Com a palavra
Atualizado em: 01/05/2011 - 10:12 am

 Por Dedé Teixeira*

 A classe política brasileira está tendo a chance, talvez pela primeira vez, de promover uma Reforma Política de verdade. Nunca o momento esteve tão propício para essa que é a grande oportunidade de avançarmos no amadurecimento da nossa jovem democracia. Chegou a um ponto de não mais poder ser postergada ou relegada a um plano secundário na agenda nacional.

A história mostra que nem sempre urgência e responsabilidade andam juntas quando o assunto são revisões profundas nas legislações do país. Vide o emaranhado legal no qual se transformou o processo eleitoral, onde a cada dois anos normas se sobrepõem em contínua sucessão de interpretações díspares, a agravar a insegurança jurídica hoje marca do sistema representativo brasileiro.

A conclusão dos trabalhos Comissão de Reforma Política do Senado se deu de forma questionável pela forma como ocorreu. Primeiro, embora tenha aprovado pontos importantes, fez um debate apressado e sem ampla discussão. Depois, enquanto Casa revisora, inverteu o fluxo legal do processo de tramitação de uma matéria dessa envergadura.

O verdadeiro embate se dará na Câmara dos Deputados, e a sociedade tem que participar, assim como devem se engajar as entidades estudantis, as instituições organizadas da sociedade e os movimentos populares representativos da cidadania.
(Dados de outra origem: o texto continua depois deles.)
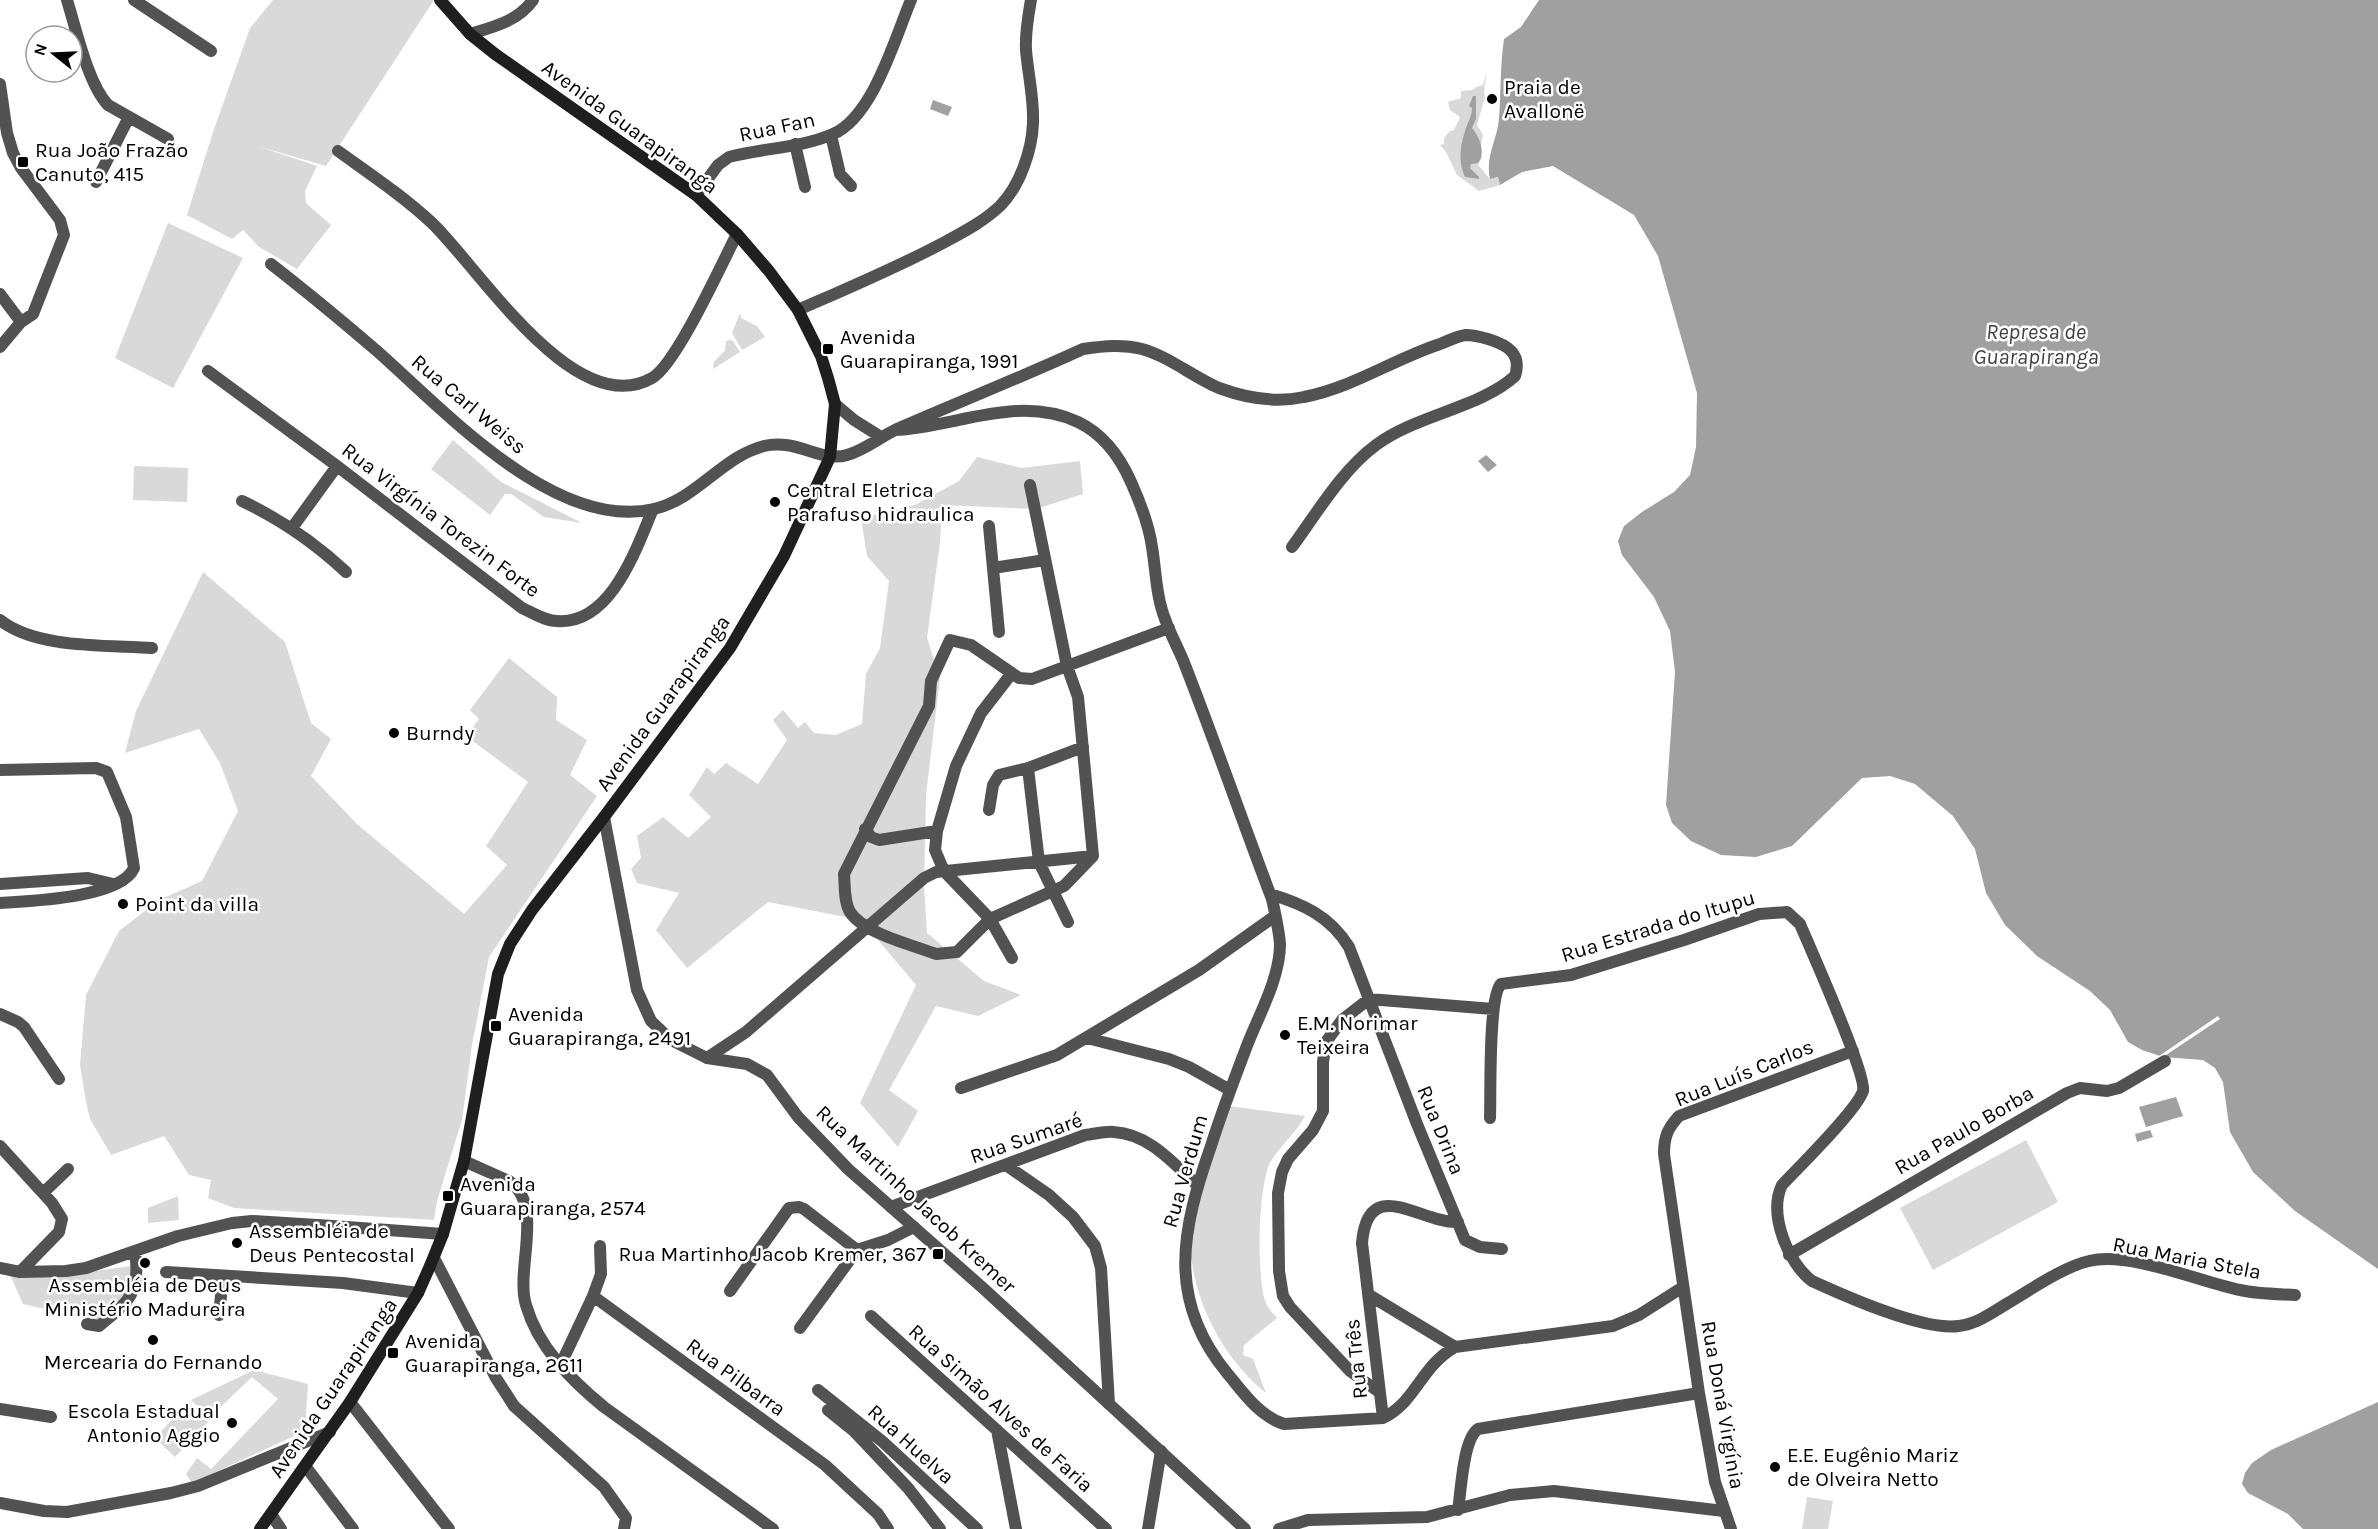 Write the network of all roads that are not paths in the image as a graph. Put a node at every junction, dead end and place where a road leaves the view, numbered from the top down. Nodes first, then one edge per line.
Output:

A reforma política urge, mas não deve ser apressada. Paradoxo à parte, ela tem de ser discutida com o vagar que sua premência exige e amadurecida de modo a obter reconhecimento e ser acreditada pelo amplo conjunto da sociedade brasileira. Levando isso em consideração, é, no mínimo, sensato pugnar pela sua votação este ano, mas com validade dos efeitos apenas para as eleições de 2014.

Nesse contexto, a mídia tem papel fundamental na formação da opinião pública. Por isso, deve-se atentar para as reduções que enviesam o debate e, de forma demagógica, nublam a compreensão das pessoas, na tentativa de obscurecer suas verdadeiras motivações.

Como integrante do Partido dos Trabalhadores, cumpre-nos informar que o nosso partido não foge a esse importante e fundamental debate. O PT defende, tanto na Câmara quanto no Senado, as deliberações sobre a reforma política aprovadas no 3º Congresso Nacional do PT, em 2007.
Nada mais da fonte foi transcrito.